China Banking Regulatory Expansion

Ling Weiyan
2 min read

China Banking Regulatory Commission Expands Asset Acquisition for AMCs

Starting mid-April, the China Banking and Insurance Regulatory Commission broadened the range of financial assets that the four major Asset Management Companies (AMCs) can acquire. Previously limited to three types of non-performing assets, AMCs can now acquire all five categories of assets from large banks and share-holding banks. This move comes from the "Guidance on Focusing on Main Business and Actively Participating in the Reform of Small and Medium Financial Institutions" (Circular 474), allowing AMCs to play an even more vital role in the financial market.

Key Takeaways

  • AMCs now have the opportunity to expand their acquisition of financial assets from large banks and share-holding banks, widening the range of assets they can purchase.
  • The policy shift not only includes city commercial banks but also large banks and share-holding banks, as outlined in notice (474号文) from the National Financial Regulatory Administration.
  • This expansion allows AMCs to acquire a wider range of assets from a broader group of financial institutions, enhancing their influence in the financial market.
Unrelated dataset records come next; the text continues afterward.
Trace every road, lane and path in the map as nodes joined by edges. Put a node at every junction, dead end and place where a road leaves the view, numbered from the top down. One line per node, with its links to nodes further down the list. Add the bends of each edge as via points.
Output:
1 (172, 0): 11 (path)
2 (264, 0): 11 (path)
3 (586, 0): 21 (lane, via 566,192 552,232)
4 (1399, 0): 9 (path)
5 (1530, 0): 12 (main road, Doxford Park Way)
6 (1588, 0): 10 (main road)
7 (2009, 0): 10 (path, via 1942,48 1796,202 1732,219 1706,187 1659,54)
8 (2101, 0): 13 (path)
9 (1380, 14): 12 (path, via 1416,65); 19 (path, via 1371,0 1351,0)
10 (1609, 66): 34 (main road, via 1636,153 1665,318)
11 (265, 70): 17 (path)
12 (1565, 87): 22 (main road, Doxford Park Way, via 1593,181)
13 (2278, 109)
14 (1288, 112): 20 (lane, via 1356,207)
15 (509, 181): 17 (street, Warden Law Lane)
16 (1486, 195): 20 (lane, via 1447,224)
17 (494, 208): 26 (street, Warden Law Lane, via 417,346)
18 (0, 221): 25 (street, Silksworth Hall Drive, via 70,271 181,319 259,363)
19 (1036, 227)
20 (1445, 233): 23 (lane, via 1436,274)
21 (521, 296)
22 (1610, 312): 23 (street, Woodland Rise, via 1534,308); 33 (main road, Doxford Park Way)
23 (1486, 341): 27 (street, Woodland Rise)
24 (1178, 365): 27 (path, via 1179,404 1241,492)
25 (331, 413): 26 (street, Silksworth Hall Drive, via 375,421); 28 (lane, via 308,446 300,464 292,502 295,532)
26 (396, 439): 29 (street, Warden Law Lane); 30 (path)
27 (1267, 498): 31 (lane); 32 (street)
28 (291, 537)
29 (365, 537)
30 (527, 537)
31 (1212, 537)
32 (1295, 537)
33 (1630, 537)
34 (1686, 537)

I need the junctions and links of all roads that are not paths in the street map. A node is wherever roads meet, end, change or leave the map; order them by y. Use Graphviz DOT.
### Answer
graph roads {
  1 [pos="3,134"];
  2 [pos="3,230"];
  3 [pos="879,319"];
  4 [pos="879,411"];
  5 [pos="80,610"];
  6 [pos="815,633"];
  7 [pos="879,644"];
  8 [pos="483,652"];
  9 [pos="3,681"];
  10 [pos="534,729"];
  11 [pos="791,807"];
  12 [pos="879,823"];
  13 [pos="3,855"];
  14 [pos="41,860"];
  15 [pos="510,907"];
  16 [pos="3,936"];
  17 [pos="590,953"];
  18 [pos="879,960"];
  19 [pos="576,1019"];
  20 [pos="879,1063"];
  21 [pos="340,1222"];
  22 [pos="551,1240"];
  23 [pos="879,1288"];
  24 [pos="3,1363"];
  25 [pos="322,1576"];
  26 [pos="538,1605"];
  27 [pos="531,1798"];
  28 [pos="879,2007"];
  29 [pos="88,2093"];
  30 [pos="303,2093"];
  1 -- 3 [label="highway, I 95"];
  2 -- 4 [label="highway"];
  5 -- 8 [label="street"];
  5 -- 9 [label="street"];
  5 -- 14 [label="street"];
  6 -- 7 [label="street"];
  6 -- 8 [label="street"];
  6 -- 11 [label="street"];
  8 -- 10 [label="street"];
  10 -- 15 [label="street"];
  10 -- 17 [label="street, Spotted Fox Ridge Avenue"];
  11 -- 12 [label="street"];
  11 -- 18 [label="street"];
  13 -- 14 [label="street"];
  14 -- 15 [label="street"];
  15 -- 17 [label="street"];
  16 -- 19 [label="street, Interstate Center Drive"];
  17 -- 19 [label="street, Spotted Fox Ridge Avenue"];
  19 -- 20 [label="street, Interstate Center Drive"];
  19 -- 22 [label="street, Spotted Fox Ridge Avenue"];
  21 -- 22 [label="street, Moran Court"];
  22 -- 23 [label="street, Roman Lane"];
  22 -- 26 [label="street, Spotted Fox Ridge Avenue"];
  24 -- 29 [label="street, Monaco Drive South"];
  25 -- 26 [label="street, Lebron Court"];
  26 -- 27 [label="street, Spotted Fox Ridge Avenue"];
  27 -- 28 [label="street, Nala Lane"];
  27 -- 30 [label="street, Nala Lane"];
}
The expansion of asset acquisition improves China's AMCs' standing in the financial market, giving them greater flexibility in managing non-performing loans. This move may enhance the stability of large banks and share-holding banks by reducing their burden of bad debts. However, it could also lead to increased moral hazard, as banks might take on more risks knowing that AMCs will absorb bad loans.

Short-term implications may include increased demand for distressed assets, potentially driving up their prices. In the long run, successful restructuring and disposal of these assets could contribute to a healthier financial system. Conversely, if AMCs struggle to manage the increased volume of non-performing loans, it might exacerbate financial risks and undermine stability.

This policy change could indirectly affect countries, organizations, and financial institutions with substantial exposure to the Chinese financial system, including foreign investors and global financial regulators. Close monitoring of the performance of AMCs and their impact on China's financial sector is critical for assessing potential consequences.

Did You Know?

  • Asset Management Companies (AMCs): In China, AMCs are state-owned companies responsible for managing and disposing of non-performing assets (NPAs) in the banking sector. The "big four" AMCs are China Cinda, China Great Wall, China Huarong, and China Orient. With the new policy, they can now acquire a broader range of financial assets from large banks and share-holding banks.
  • Financial Assets Categories: The expansion now allows AMCs to take on a more substantial role in the financial market by managing and disposing of various types of distressed financial assets.
  • Large Banks and Share-holding Banks: This change significantly broadens the range of assets available for acquisition, enabling AMCs to have a more substantial impact on the financial market.